Though this got some respect from my students and stopped them from being angry at me, I still did not manage to teach my classes in an orderly way. Many of them still interrupted class, and could not sit still and cooperate for one hour. I felt that many of them did not want to be there, and I felt I could not—and did not want to—force them into doing things they did not want to do. Thay’s teaching had made me very wary of anger. So I felt anger and punishment were just poor attempts to try and mend a situation that was unwholesome at its core.
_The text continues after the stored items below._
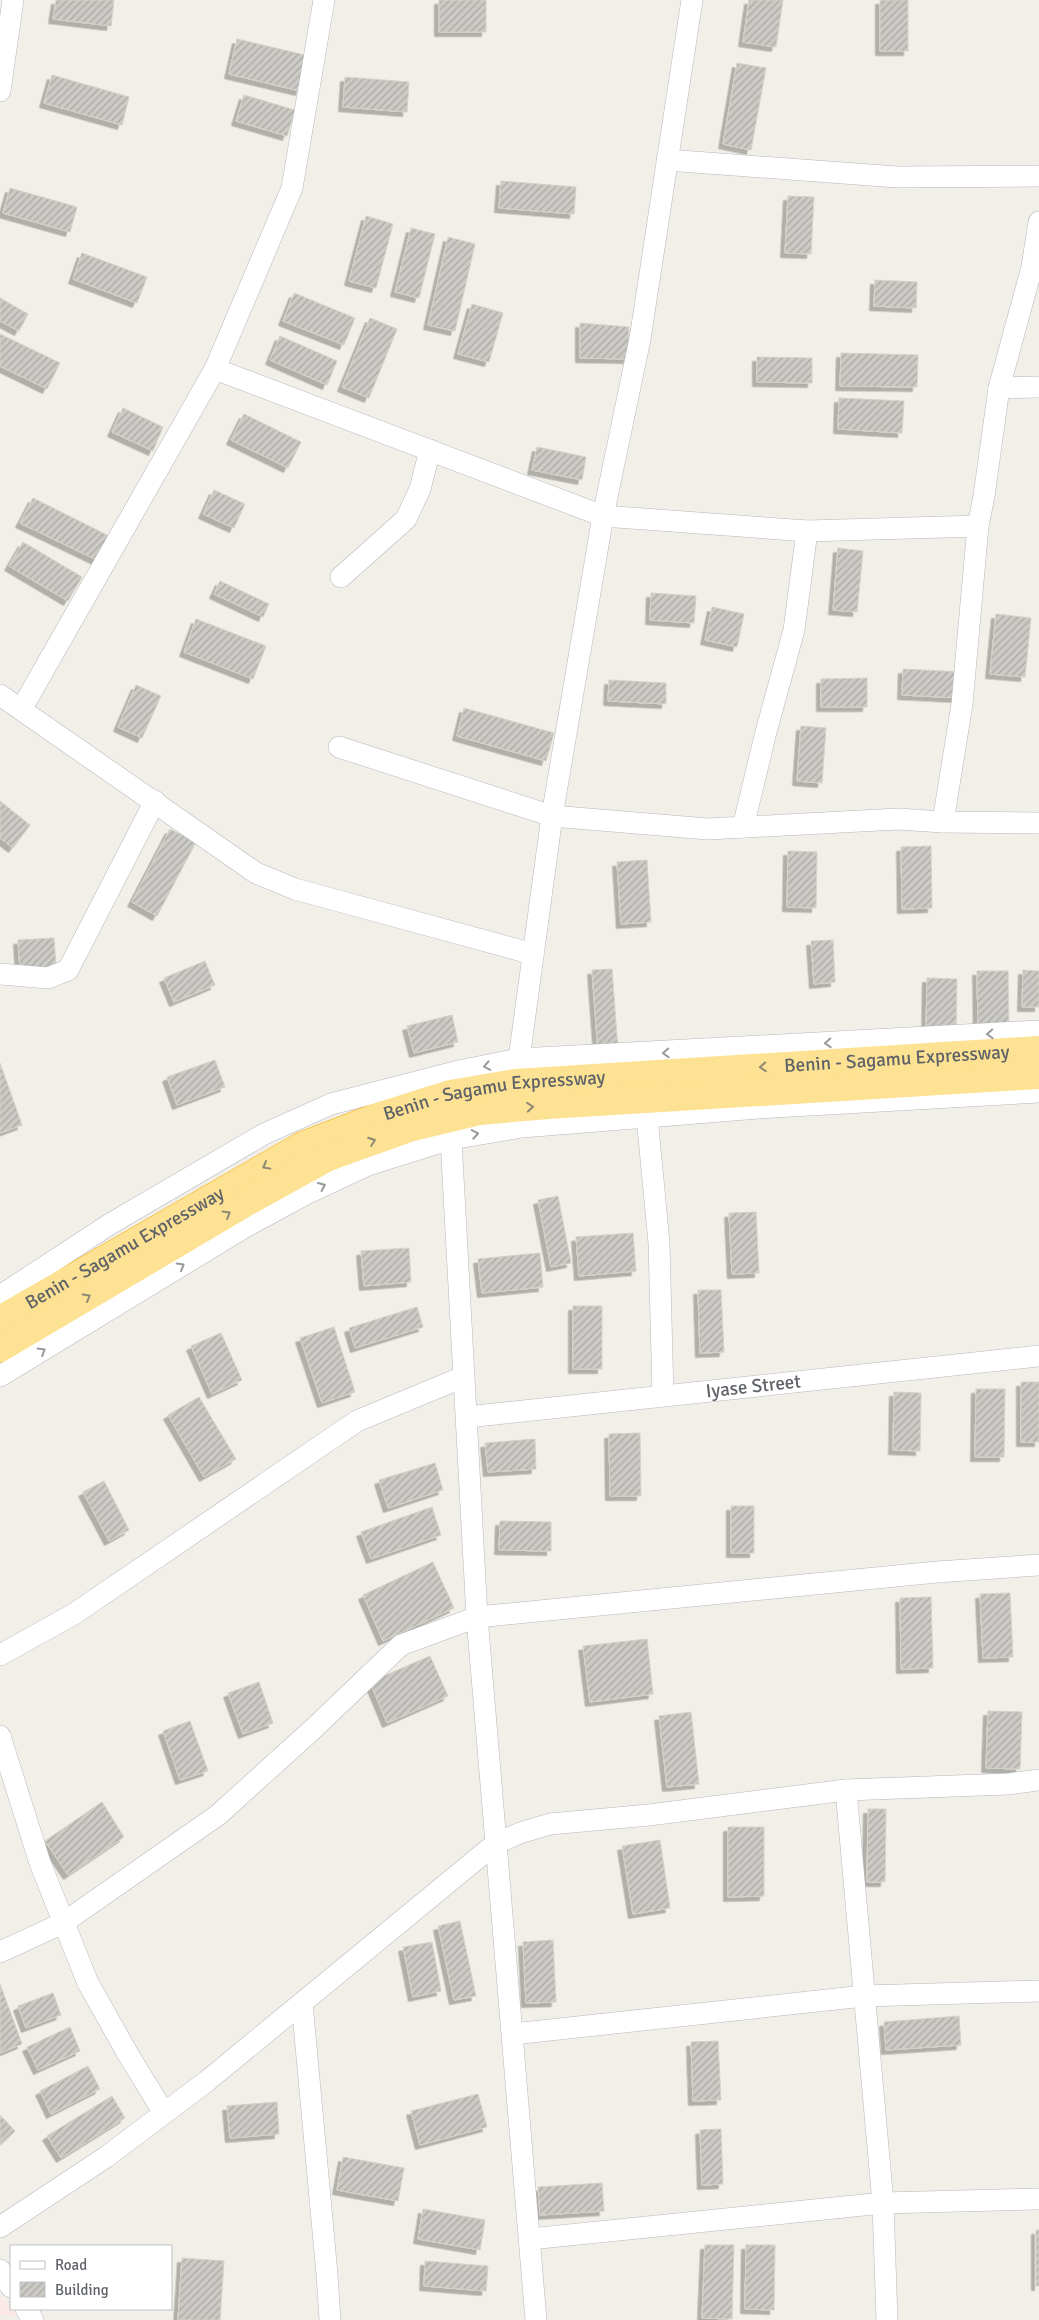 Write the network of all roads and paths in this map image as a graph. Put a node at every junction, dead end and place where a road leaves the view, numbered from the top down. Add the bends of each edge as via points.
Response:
1 (324, 0) edge
2 (692, 0) edge
3 (8, 11) edge
4 (0, 91) edge
5 (667, 160) junction
6 (1039, 176) edge
7 (1039, 222) edge
8 (215, 368) junction
9 (1039, 387) edge
10 (999, 388) junction
11 (430, 450) junction
12 (603, 516) junction
13 (978, 526) junction
14 (806, 530) junction
15 (341, 577) dead end
16 (1, 696) edge
17 (22, 708) junction
18 (339, 747) dead end
19 (155, 801) junction
20 (552, 816) junction
21 (943, 822) junction
22 (1039, 823) edge
23 (743, 827) junction
24 (533, 954) junction
25 (0, 974) edge
26 (1039, 1031) edge
27 (1039, 1050) edge
28 (520, 1059) junction
29 (1039, 1075) edge
30 (1039, 1092) edge
31 (647, 1117) junction
32 (451, 1139) junction
33 (0, 1296) edge
34 (0, 1320) edge
35 (0, 1348) edge
36 (1039, 1356) edge
37 (0, 1376) edge
38 (463, 1377) junction
39 (663, 1395) junction
40 (467, 1416) junction
41 (1039, 1565) edge
42 (478, 1617) junction
43 (0, 1656) edge
44 (0, 1736) edge
45 (1039, 1780) edge
46 (846, 1790) junction
47 (495, 1844) junction
48 (64, 1923) junction
49 (0, 1952) edge
50 (1039, 1991) edge
51 (864, 1996) junction
52 (302, 2003) junction
53 (513, 2034) junction
54 (164, 2112) junction
55 (1039, 2199) edge
56 (883, 2203) junction
57 (0, 2227) edge
58 (530, 2240) junction
59 (0, 2270) edge
60 (10, 2285) edge
61 (330, 2320) edge
62 (536, 2320) edge
63 (887, 2320) edge

1 - 8 street via 292,188
2 - 5 street
3 - 4 street
5 - 6 street via 897,176
5 - 12 street via 640,339
7 - 10 street via 1032,267
8 - 11 street
8 - 17 street
9 - 10 street
10 - 13 street
11 - 12 street
11 - 15 street via 420,489 406,519
12 - 14 street
12 - 20 street
13 - 14 street
13 - 21 street via 962,704
14 - 23 street via 794,630
16 - 17 street
17 - 19 street
18 - 20 street
19 - 24 street via 256,873 295,889
19 - 25 street via 68,970 48,978
20 - 23 street via 708,829
20 - 24 street
21 - 22 street
21 - 23 street via 898,820
24 - 28 street
26 -> 28 street
27 -> 34 highway, Benin - Sagamu Expressway via 515,1083 450,1094 376,1117 302,1146
28 -> 33 street via 331,1104 272,1130 110,1224
35 -> 29 highway via 328,1157 409,1128 480,1111 548,1105
30 - 31 street
32 -> 31 street via 522,1127
31 - 39 street via 659,1243
37 -> 32 street via 306,1194 368,1165
32 - 38 street
36 - 39 street, Iyase Street
38 - 40 street
38 - 43 street via 357,1421 74,1614
39 - 40 street, Iyase Street
40 - 42 street
41 - 42 street
42 - 47 street
42 - 48 street via 400,1645 218,1815
44 - 48 street via 40,1863
45 - 46 street
46 - 47 street via 550,1824
46 - 51 street
47 - 52 street
47 - 53 street
48 - 49 street
48 - 54 street via 88,1983
50 - 51 street
51 - 53 street
51 - 56 street
52 - 54 street
52 - 61 street
53 - 58 street
54 - 57 street via 106,2156
55 - 56 street
56 - 58 street
56 - 63 street
58 - 62 street
59 - 60 street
The whole situation seemed way beyond me to transform, regardless of how diligent I had practiced with Thay. I felt a change was needed on a more systemic level, so I started reflecting on our traditional educational system and how it could be changed for students to want to be there and cooperate as well as to make normal, healthy relationships possible between teachers and students instead of the repressive atmosphere that existed. Instead of people telling them what to do, I felt what the students needed most was someone they could trust and relate to, and someone who trusted them and gave them space to find their own way. This eventually led me to quitting my job as a teacher, because I felt I was part of an unwholesome system that I did not believe in. Here is how I came to my conclusion.
Education: The Fundamentals
What constitutes a good education? What are the basic conditions that should be met for any sort of training to be fulfilling? And, most importantly, what do children and teenagers need in order to grow and realize their full potential? These are questions anyone engaged in the training of our young—or in any sort of training for that matter—ought to ask themselves, but often get buried underneath the day-to-day drag of school books, tests and curricula.
My experience is that children mostly need love, trust and acceptance. I think any teacher ought to fundamentally believe in the potential of their pupils. They have to accept every kid as they are and believe in their innate qualities and possibilities to develop themselves. Only then will they have the ability to grow and flourish. Therefore, children need the freedom to explore. They need to be able to discover what they are passionate about and what they are good at. For that they need the trust and acceptance of their teacher, and some guidance and encouragement along the way. In the spiritual world, we find this way of teaching quite obvious. For some reason, in standard education, different rules seem to apply.